What Do You Do With All These Suggestions?
To answer the question bluntly… You write the next story.
None of these 20 or so observations are meant in the slightest to get you to take a story and rewrite it. Wow! What a horrid waste of time.
These observations are for your creative voice, so that on your next story and the one after that you might not make the same mistake, or at least not make it in the same way.
Also, these observations are to maybe help you spot where you need more craft learning and practice. (Practice is called writing the next story.)
And thirdly, to help you understand where one editor (me) comes from. In the anthology workshop we have four or five editors and you can sure see the differences in what editors read for and what they look to buy.
Also, remember, I have been reading manuscripts as an editor since the late 1980s. I have pretty much seen it all, which is why I get so excited when I actually find a story that fits the high standards and weirdness of Pulphouse.
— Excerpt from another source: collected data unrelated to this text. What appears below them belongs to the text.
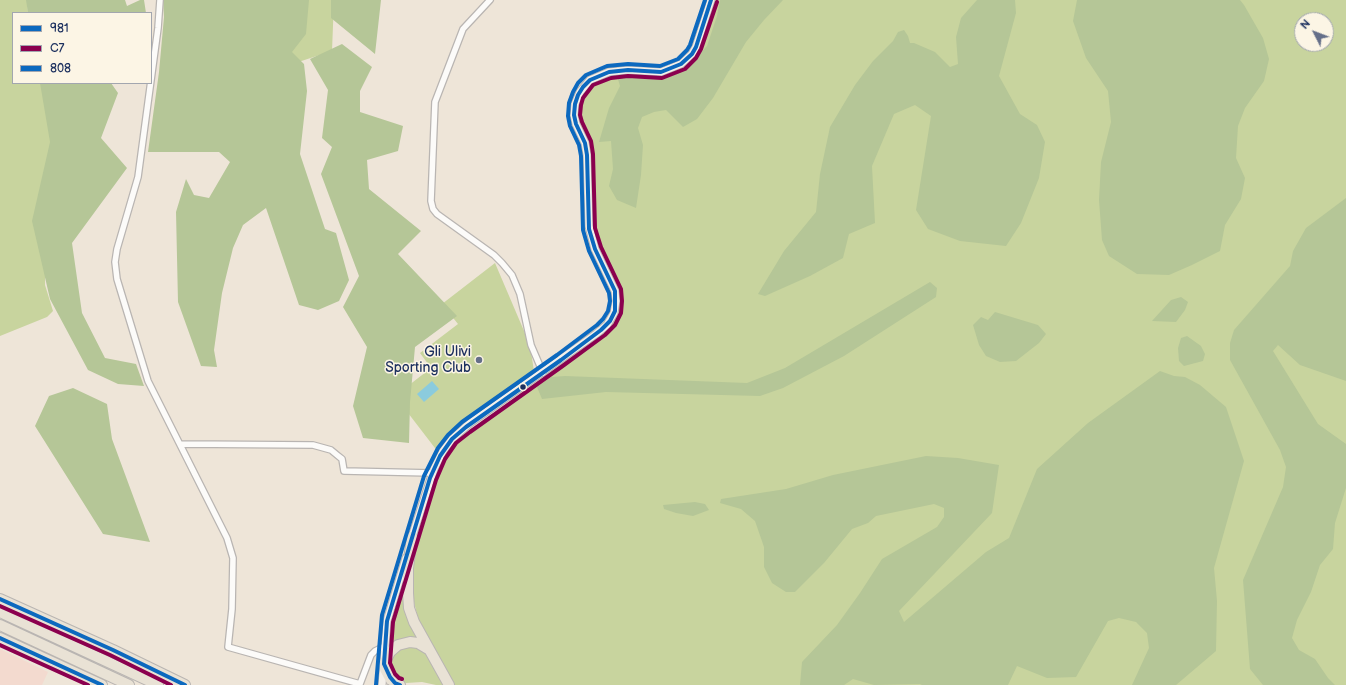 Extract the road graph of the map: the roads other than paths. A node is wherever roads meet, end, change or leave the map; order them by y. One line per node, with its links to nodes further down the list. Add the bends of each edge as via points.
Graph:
1 (160, 0): 4 (street)
2 (490, 0): 6 (street, via 462,32 435,102 431,201 438,215 490,252 510,271 517,286 530,340)
3 (711, 0): 6 (main road, via 696,47 680,64 661,72 621,70 605,73 587,83 577,98 575,118 588,157 589,230 595,249 614,288 616,307 605,327)
4 (152, 73)
5 (150, 84): 7 (street, via 138,177 115,262 117,279 148,381)
6 (543, 373): 8 (main road, via 460,431 445,448)
7 (181, 444): 8 (street, via 313,445 331,450 342,459 344,471); 14 (street, via 222,527 233,558 228,646 360,684 371,655)
8 (432, 473): 9 (main road)
9 (412, 537): 14 (main road, via 388,616); 15 (highway, via 408,568 409,608)
10 (0, 599): 20 (highway)
11 (0, 612): 19 (highway)
12 (0, 625): 18 (highway)
13 (0, 638): 17 (highway)
14 (385, 646): 16 (main road)
15 (428, 649): 16 (highway, via 415,643 401,644 390,652); 23 (highway)
16 (384, 664): 21 (main road); 22 (highway, via 391,680)
17 (102, 685)
18 (129, 685)
19 (158, 685)
20 (186, 685)
21 (382, 685)
22 (400, 685)
23 (449, 685)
But most editors are young, have not looked at or read millions of stories over forty years. What I turn away for one of the 20 or so reasons I have written about in this series, a younger editor might snap up. Does not mean they are less an editor or have lower standards, it simply means they are looking for something different than I am. Nothing less and nothing more.
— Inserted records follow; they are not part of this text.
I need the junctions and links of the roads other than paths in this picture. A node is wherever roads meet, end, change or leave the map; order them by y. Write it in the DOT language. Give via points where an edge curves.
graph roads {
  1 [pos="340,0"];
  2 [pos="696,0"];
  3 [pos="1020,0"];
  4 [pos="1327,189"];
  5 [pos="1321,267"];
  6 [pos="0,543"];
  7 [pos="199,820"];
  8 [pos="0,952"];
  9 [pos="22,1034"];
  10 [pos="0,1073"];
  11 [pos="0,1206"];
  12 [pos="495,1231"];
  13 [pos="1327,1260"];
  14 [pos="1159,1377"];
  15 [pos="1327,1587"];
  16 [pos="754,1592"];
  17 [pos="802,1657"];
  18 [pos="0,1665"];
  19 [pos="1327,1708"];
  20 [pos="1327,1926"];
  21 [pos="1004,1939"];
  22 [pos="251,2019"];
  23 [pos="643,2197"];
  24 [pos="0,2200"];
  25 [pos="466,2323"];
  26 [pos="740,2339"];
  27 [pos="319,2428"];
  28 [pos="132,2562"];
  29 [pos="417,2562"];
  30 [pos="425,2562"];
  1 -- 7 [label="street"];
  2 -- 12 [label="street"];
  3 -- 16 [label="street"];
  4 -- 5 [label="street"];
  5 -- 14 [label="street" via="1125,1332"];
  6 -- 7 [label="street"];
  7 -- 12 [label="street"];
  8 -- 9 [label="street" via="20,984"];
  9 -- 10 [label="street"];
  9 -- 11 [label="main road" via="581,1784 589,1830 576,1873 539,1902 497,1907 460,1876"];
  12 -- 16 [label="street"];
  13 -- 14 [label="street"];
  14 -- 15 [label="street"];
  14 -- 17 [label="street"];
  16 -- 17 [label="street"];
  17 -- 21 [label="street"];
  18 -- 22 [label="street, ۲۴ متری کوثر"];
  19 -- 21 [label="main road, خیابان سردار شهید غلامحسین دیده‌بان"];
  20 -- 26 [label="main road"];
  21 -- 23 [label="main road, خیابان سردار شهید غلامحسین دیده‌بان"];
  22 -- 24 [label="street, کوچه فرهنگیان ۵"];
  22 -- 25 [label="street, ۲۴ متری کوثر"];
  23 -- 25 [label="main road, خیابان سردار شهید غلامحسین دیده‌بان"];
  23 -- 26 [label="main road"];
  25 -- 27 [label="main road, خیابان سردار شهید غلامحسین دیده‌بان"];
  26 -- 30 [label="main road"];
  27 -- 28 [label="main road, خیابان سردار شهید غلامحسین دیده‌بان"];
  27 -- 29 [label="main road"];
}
That’s why you send stories to lots of markets, one right after another.
So when a story gets returned, immediately put it back in circulation to another market. And after a few years and you run out of markets, publish it wide, both stand alone and in collections. Or maybe use it for the first few chapters of a new novel.
Once a story is done, never waste your time rewriting it. Just keep it in circulation or publish it and write more stories.
And the entire time you are writing, keep learning to be a better storyteller. You do that and you write enough and eventually you will be selling everywhere. And trust me, when that starts to happen, it is great fun.